■ Problem to solve
In the entries, find all lines that hold the word "General" and copy them.

━━ Excerpted data ━━

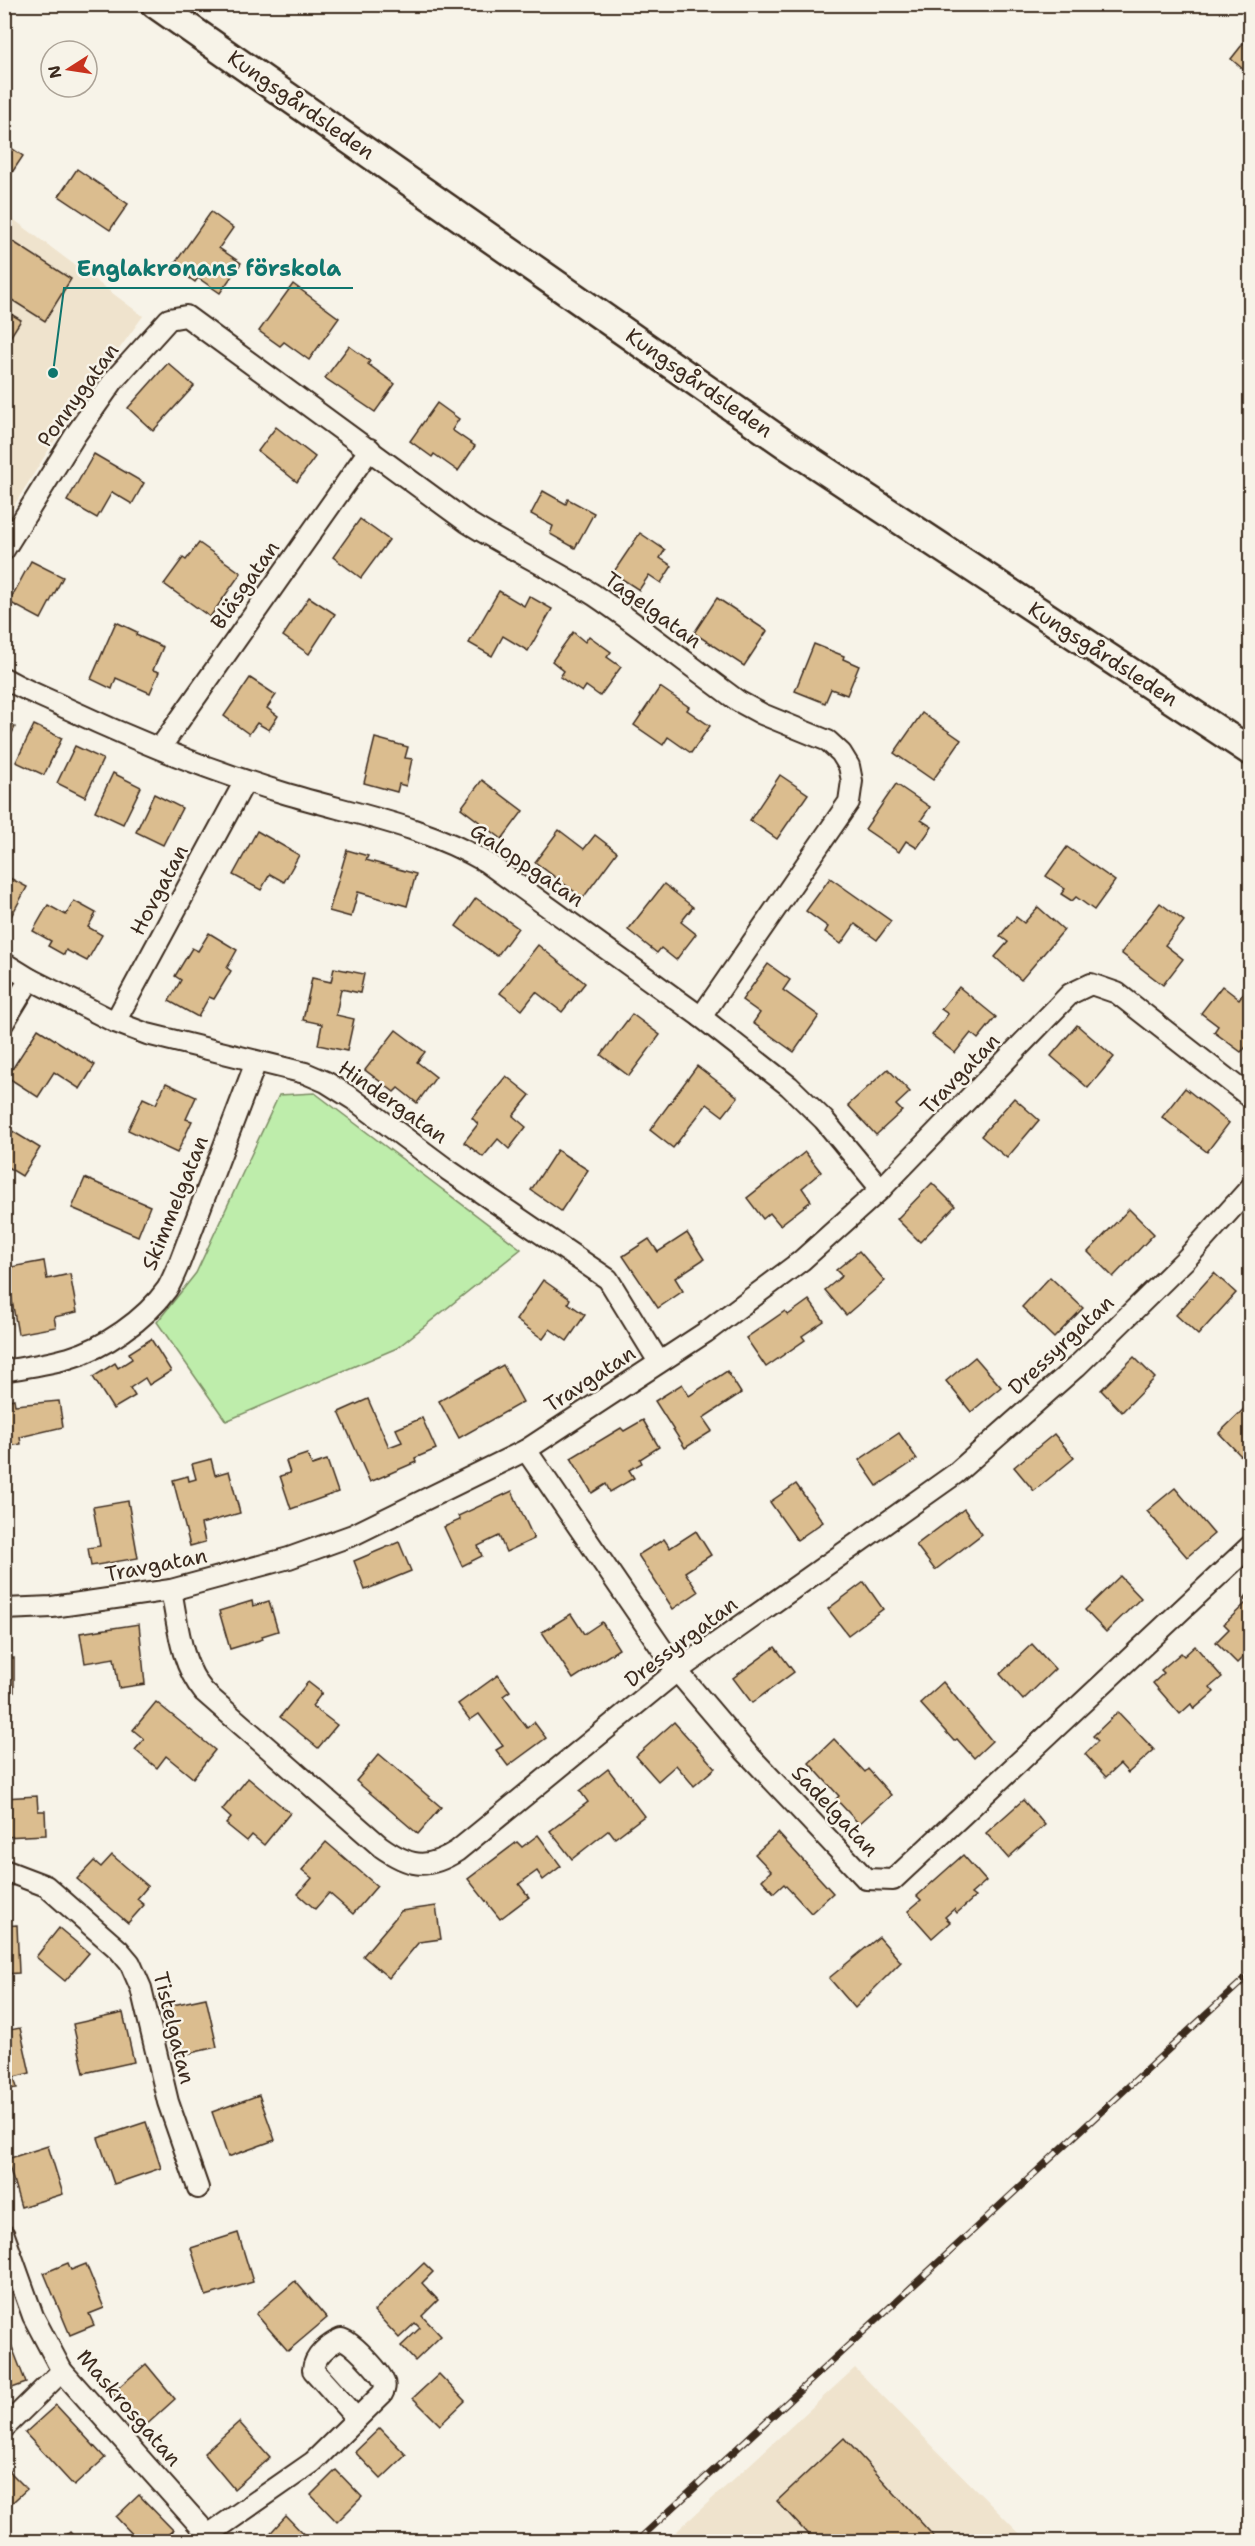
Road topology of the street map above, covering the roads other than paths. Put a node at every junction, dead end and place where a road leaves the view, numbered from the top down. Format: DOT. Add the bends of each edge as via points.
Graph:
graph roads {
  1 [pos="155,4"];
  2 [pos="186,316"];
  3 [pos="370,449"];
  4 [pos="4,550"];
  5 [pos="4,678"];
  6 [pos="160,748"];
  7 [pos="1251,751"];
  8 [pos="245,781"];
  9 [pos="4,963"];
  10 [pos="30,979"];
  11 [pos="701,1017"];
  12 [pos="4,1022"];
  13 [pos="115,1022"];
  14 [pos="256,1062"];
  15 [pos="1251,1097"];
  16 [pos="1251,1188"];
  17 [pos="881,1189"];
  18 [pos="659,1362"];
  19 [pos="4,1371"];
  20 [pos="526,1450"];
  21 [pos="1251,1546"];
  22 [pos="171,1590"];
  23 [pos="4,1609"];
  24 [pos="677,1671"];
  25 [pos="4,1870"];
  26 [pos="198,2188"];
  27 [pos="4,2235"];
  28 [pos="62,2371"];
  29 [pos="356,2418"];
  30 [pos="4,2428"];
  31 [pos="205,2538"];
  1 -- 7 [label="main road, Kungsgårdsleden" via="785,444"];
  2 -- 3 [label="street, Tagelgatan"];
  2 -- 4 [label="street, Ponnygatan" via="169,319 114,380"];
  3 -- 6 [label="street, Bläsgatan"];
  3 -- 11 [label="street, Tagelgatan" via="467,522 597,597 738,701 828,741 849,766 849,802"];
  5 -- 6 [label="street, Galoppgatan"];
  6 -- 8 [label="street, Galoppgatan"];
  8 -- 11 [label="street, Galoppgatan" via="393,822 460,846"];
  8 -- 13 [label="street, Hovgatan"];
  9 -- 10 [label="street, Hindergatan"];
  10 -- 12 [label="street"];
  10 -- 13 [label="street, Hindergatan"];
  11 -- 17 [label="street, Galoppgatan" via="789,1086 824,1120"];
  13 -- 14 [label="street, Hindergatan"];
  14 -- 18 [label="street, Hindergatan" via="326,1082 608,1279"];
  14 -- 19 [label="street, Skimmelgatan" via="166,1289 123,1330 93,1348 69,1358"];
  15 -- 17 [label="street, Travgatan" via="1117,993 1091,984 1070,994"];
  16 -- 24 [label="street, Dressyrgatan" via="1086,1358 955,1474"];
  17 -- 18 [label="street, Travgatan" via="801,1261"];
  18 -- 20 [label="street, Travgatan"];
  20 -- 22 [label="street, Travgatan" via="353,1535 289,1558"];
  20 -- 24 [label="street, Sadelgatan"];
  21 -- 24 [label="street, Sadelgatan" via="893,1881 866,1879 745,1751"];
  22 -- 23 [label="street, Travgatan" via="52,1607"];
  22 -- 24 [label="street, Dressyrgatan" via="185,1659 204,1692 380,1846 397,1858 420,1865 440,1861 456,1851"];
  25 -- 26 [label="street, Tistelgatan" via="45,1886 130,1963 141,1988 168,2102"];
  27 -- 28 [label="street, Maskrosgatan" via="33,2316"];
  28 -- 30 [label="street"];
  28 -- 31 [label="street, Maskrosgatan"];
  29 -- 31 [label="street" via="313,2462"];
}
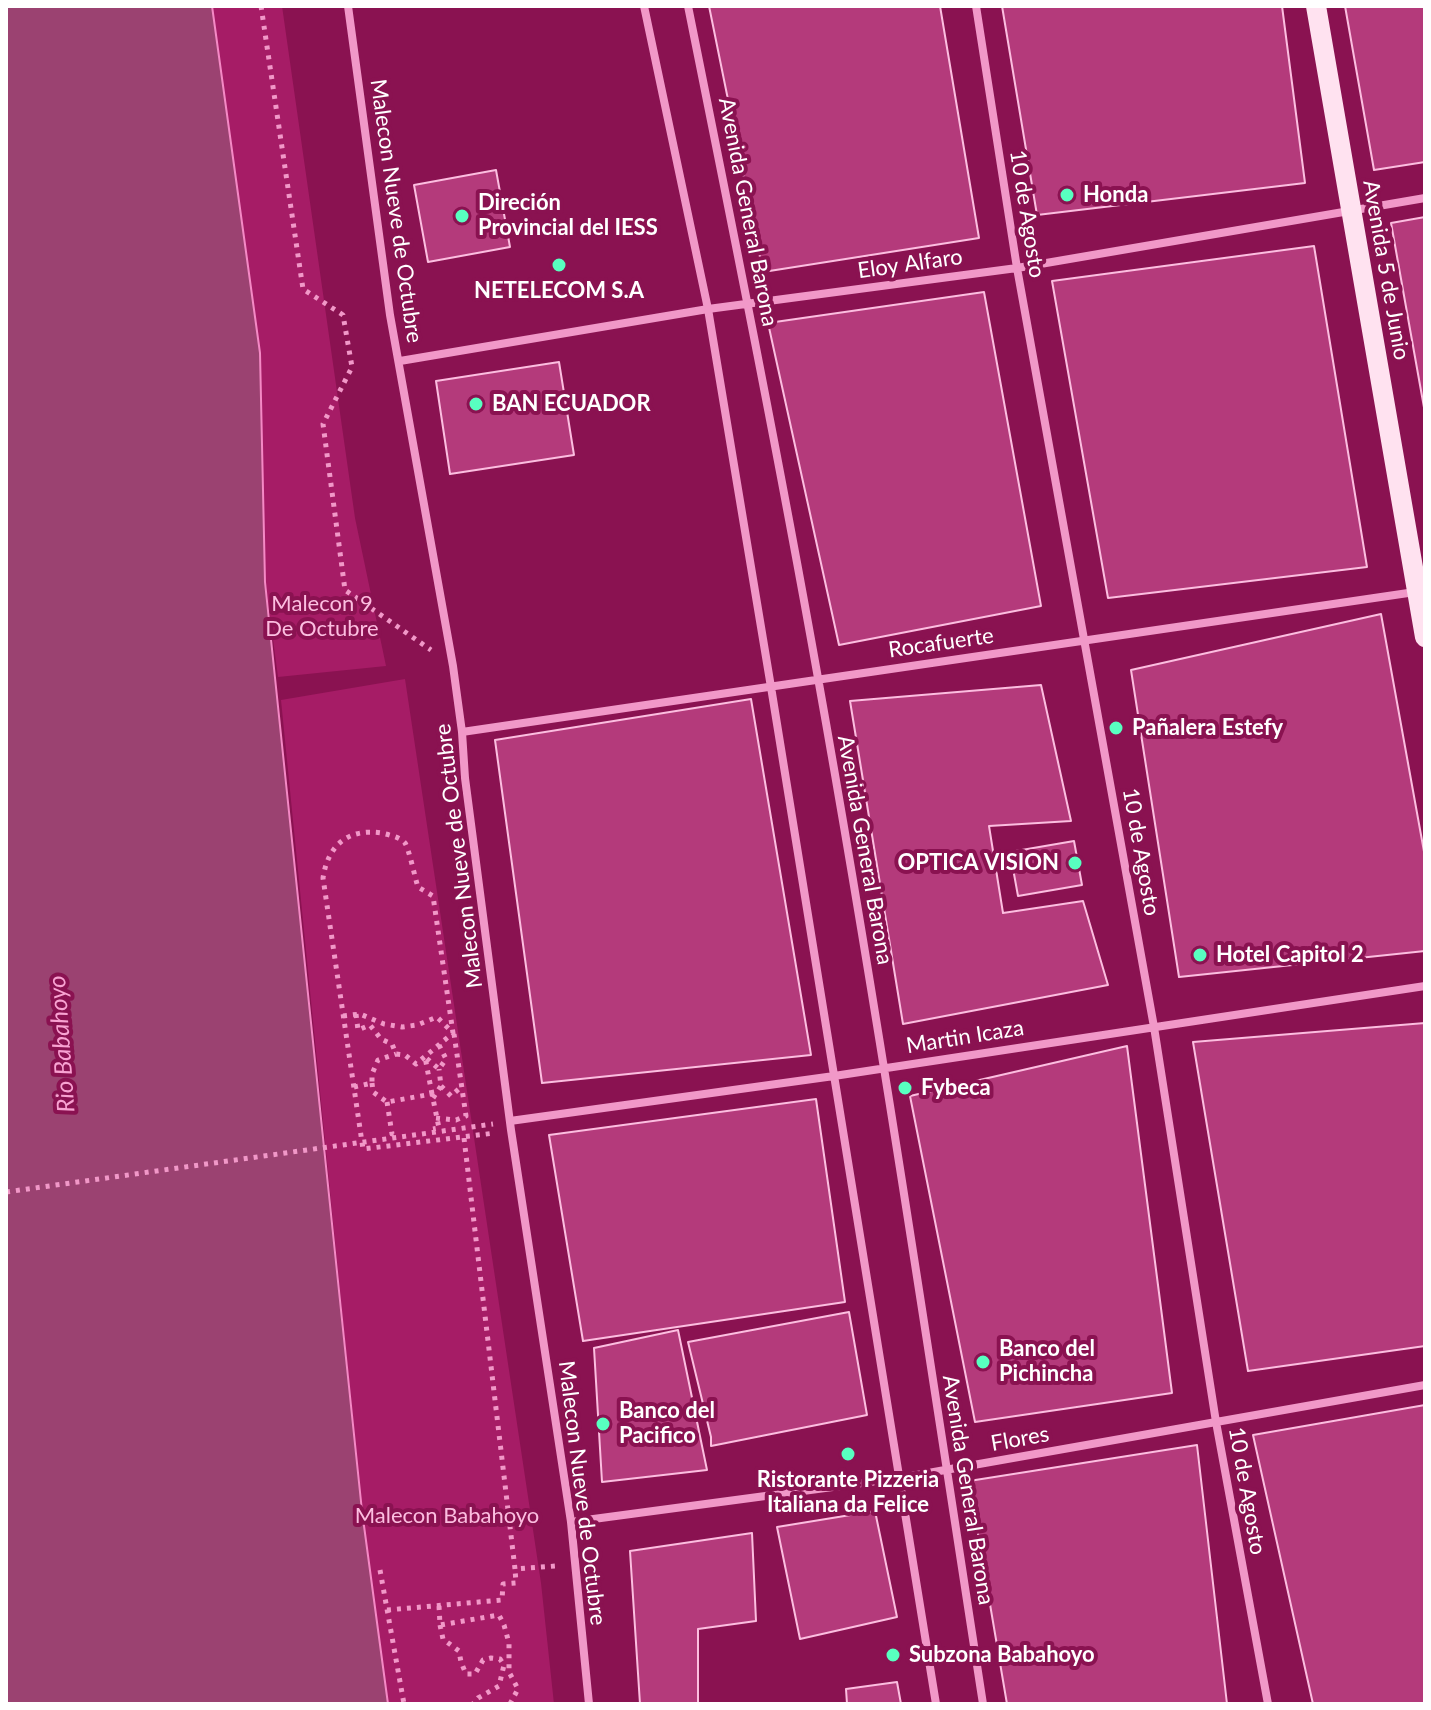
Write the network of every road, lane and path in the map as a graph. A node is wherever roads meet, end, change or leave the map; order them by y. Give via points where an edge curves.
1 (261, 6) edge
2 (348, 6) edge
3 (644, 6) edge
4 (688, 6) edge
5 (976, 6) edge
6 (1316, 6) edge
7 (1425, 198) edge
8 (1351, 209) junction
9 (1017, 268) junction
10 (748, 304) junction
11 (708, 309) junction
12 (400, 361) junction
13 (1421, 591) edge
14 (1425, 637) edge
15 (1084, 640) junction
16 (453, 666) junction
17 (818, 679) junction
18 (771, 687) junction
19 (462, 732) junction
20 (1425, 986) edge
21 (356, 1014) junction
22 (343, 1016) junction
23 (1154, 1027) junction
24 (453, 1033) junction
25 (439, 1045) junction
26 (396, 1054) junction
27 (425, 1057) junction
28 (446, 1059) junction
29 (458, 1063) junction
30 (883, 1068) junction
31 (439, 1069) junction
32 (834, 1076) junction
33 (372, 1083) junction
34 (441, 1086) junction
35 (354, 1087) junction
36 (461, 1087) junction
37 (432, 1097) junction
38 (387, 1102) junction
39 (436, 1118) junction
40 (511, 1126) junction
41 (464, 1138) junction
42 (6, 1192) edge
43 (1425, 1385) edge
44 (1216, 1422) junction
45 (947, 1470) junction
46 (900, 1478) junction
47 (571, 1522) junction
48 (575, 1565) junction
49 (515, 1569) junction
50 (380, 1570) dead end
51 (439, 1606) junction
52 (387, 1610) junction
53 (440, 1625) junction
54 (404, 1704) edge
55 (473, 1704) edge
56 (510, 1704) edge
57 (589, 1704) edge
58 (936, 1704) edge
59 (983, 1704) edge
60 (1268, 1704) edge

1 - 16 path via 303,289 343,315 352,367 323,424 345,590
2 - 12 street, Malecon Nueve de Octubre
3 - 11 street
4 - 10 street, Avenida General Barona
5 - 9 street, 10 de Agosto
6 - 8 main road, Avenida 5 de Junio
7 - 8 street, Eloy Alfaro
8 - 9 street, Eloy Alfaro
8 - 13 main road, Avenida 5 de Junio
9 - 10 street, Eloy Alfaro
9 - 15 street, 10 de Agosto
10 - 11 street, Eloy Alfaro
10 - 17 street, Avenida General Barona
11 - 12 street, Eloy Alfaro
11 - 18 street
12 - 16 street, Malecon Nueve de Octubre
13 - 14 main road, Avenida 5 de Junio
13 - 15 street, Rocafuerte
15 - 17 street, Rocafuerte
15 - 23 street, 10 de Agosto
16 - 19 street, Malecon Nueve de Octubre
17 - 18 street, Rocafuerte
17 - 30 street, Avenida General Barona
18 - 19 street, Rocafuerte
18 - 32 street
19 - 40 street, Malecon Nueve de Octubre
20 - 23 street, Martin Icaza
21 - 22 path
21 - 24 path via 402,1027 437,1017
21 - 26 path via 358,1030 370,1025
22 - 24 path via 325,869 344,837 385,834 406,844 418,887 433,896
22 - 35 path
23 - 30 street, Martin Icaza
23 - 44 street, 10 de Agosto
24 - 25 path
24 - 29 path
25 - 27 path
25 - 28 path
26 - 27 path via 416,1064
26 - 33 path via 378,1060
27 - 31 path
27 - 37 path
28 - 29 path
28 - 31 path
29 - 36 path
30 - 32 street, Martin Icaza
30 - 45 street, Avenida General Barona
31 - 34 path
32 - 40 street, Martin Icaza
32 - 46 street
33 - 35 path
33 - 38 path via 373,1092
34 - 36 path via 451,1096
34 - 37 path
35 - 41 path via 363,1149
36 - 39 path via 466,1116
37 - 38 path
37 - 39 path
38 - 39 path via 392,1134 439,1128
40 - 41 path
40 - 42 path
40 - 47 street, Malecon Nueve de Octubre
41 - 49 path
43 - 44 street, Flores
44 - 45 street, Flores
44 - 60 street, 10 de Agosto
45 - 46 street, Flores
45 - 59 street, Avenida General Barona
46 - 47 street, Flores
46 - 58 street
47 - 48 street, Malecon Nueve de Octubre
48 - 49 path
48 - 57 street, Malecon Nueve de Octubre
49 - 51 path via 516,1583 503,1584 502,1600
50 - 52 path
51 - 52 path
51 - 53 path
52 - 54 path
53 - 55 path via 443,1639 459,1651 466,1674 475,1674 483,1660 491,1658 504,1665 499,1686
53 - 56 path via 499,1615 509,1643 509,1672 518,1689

━━━

■ Answer section
4 - 10 street, Avenida General Barona
10 - 17 street, Avenida General Barona
17 - 30 street, Avenida General Barona
30 - 45 street, Avenida General Barona
45 - 59 street, Avenida General Barona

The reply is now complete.